[Dataset entries]
═══

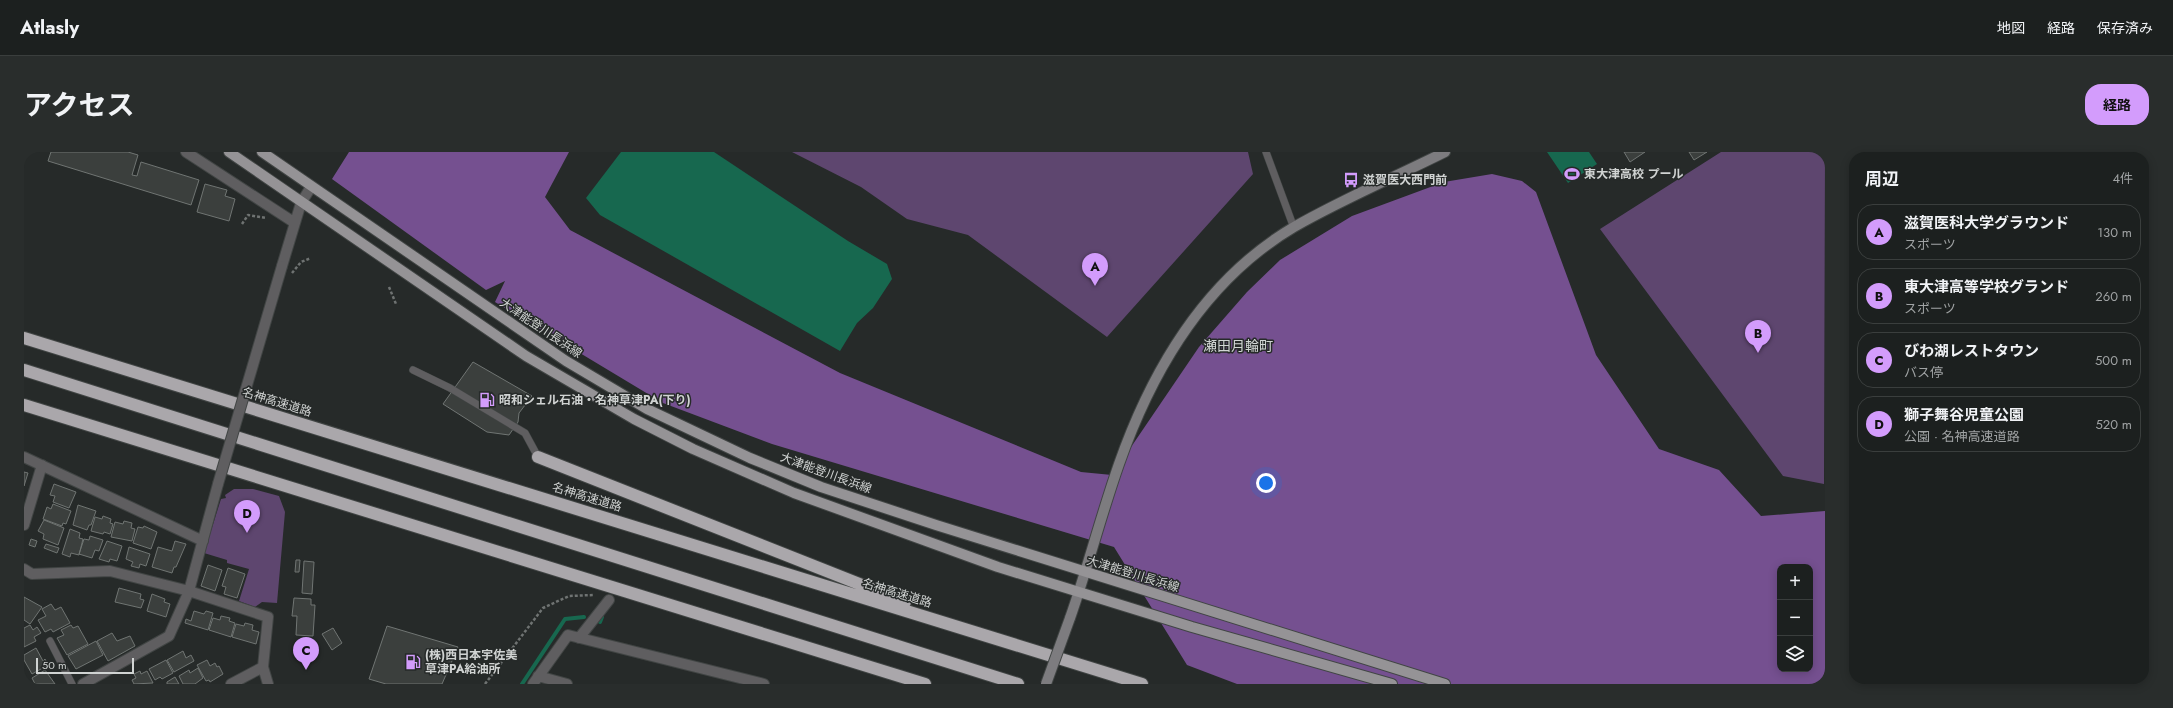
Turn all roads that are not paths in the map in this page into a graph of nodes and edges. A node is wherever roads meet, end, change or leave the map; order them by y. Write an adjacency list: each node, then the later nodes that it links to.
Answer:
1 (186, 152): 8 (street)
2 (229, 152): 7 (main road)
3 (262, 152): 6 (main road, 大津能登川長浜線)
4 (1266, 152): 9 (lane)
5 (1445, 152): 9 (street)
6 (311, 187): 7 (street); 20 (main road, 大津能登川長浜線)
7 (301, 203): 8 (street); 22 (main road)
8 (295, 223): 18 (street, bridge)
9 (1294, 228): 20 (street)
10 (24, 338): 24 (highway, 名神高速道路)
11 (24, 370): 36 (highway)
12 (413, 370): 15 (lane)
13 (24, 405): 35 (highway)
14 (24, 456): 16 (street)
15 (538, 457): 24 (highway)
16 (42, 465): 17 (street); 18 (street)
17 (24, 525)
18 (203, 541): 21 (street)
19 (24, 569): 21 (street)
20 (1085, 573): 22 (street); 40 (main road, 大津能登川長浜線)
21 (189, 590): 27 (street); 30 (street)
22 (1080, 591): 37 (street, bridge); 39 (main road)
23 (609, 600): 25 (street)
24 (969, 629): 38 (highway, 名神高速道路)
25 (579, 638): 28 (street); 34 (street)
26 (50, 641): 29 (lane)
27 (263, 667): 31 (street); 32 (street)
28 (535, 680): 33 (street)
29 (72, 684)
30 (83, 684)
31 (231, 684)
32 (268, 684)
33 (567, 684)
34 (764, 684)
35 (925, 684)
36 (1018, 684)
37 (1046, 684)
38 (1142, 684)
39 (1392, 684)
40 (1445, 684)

═══

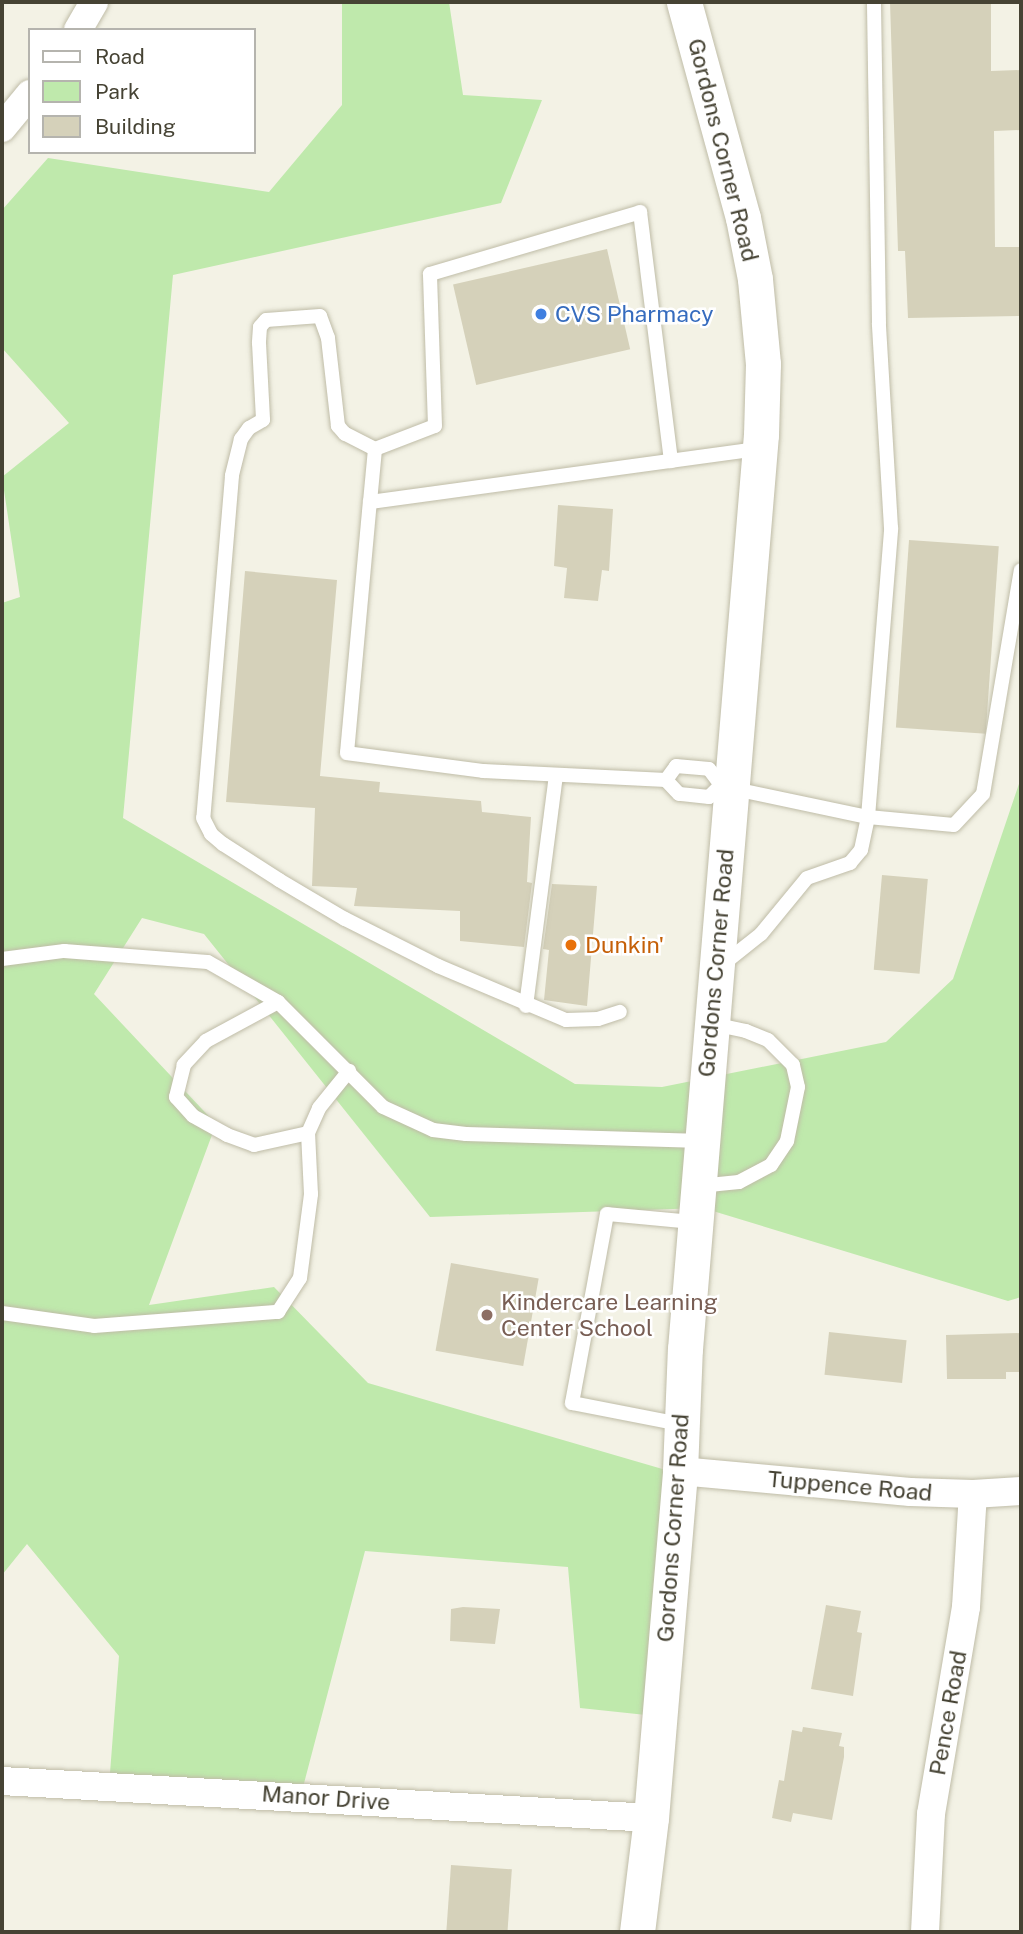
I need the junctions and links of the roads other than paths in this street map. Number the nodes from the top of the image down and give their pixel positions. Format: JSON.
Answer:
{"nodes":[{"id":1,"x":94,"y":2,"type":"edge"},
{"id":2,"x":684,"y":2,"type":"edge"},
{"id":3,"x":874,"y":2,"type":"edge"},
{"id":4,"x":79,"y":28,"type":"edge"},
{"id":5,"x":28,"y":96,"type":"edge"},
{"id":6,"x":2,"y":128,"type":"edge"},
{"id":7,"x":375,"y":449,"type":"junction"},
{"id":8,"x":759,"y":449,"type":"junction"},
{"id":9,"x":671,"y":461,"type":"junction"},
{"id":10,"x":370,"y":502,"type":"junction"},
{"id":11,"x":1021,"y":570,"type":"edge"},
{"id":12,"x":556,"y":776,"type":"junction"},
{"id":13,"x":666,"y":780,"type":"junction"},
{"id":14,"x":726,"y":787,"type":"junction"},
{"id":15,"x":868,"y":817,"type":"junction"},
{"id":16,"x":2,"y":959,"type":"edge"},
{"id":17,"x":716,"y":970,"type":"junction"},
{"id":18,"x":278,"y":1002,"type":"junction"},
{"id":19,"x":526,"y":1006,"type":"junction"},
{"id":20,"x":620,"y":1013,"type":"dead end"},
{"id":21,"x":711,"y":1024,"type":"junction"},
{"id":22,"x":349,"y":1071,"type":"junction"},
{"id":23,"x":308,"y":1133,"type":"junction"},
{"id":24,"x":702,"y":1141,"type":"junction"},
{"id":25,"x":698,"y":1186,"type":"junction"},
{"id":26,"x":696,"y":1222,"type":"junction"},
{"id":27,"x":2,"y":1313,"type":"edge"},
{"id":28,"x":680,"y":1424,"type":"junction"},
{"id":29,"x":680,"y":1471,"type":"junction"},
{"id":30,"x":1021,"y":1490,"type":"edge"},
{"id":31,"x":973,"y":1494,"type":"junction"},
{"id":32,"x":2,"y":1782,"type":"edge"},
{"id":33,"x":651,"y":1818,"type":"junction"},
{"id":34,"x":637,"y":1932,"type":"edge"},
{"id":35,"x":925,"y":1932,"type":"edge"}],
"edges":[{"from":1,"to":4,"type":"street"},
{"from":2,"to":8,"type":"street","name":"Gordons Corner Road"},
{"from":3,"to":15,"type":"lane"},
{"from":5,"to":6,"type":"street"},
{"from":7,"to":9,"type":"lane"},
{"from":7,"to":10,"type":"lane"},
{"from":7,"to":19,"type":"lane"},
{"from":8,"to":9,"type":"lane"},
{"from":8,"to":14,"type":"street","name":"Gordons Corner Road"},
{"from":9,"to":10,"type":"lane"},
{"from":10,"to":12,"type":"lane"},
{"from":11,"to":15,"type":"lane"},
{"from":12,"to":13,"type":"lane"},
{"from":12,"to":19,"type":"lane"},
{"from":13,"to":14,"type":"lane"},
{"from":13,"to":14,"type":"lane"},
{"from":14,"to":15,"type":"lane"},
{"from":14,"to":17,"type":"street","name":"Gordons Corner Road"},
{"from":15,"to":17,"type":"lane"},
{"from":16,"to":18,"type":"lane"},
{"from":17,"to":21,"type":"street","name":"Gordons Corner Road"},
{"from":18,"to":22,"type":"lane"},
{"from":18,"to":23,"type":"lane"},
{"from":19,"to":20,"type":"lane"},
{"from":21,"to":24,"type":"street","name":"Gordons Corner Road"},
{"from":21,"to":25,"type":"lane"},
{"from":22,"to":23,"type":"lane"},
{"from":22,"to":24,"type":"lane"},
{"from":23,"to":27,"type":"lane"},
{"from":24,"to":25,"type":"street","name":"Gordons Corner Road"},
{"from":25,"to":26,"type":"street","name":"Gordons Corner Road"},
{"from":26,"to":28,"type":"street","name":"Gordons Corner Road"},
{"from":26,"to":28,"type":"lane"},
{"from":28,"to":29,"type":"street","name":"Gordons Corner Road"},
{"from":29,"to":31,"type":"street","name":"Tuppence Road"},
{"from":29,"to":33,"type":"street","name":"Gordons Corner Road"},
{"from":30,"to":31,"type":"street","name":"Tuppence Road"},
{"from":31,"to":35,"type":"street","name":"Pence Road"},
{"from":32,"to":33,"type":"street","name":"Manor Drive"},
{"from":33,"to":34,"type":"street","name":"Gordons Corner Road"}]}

═══

## YOUR INSTRUCTIONS
Your answer should consist of each line above in which "paths" appears.

## RESULT BELOW
Turn all roads that are not paths in the map in this page into a graph of nodes and edges. A node is wherever roads meet, end, change or leave the map; order them by y. Write an adjacency list: each node, then the later nodes that it links to.
I need the junctions and links of the roads other than paths in this street map. Number the nodes from the top of the image down and give their pixel positions. Format: JSON.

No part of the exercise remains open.